• Task directions
The required result is a copy of each line below in which "path" appears.

• Provided data
────────────────────────────────────────

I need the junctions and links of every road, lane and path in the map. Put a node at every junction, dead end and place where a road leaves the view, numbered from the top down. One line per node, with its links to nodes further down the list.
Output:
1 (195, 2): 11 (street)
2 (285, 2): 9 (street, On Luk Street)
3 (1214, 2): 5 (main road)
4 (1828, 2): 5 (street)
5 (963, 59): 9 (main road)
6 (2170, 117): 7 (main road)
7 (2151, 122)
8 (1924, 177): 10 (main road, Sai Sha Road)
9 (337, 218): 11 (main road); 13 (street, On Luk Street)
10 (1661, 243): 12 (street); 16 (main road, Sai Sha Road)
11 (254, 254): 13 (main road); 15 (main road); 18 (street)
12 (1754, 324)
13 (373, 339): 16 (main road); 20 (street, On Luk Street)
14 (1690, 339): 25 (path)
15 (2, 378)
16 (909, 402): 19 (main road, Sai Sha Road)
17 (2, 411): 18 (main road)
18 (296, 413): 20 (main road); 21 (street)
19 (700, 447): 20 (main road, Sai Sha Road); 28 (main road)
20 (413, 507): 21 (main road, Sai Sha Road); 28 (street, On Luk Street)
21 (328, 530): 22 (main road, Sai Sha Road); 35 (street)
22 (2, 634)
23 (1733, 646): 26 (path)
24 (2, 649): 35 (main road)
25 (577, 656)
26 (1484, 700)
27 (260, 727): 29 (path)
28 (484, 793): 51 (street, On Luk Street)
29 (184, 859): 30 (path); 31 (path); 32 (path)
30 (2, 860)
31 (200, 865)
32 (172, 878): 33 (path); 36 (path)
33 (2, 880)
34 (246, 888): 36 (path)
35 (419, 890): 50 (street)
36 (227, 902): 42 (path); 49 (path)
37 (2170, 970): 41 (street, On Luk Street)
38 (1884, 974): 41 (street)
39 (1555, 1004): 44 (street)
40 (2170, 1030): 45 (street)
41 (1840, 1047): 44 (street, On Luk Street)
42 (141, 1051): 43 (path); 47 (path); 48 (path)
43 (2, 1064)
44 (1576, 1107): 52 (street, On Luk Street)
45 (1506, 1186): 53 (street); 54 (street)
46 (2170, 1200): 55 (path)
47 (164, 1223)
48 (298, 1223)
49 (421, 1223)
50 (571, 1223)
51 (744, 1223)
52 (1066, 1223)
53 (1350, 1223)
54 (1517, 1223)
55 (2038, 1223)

────────────────────────────────────────

• Exercise solution
I need the junctions and links of every road, lane and path in the map. Put a node at every junction, dead end and place where a road leaves the view, numbered from the top down. One line per node, with its links to nodes further down the list.
14 (1690, 339): 25 (path)
23 (1733, 646): 26 (path)
27 (260, 727): 29 (path)
29 (184, 859): 30 (path); 31 (path); 32 (path)
32 (172, 878): 33 (path); 36 (path)
34 (246, 888): 36 (path)
36 (227, 902): 42 (path); 49 (path)
42 (141, 1051): 43 (path); 47 (path); 48 (path)
46 (2170, 1200): 55 (path)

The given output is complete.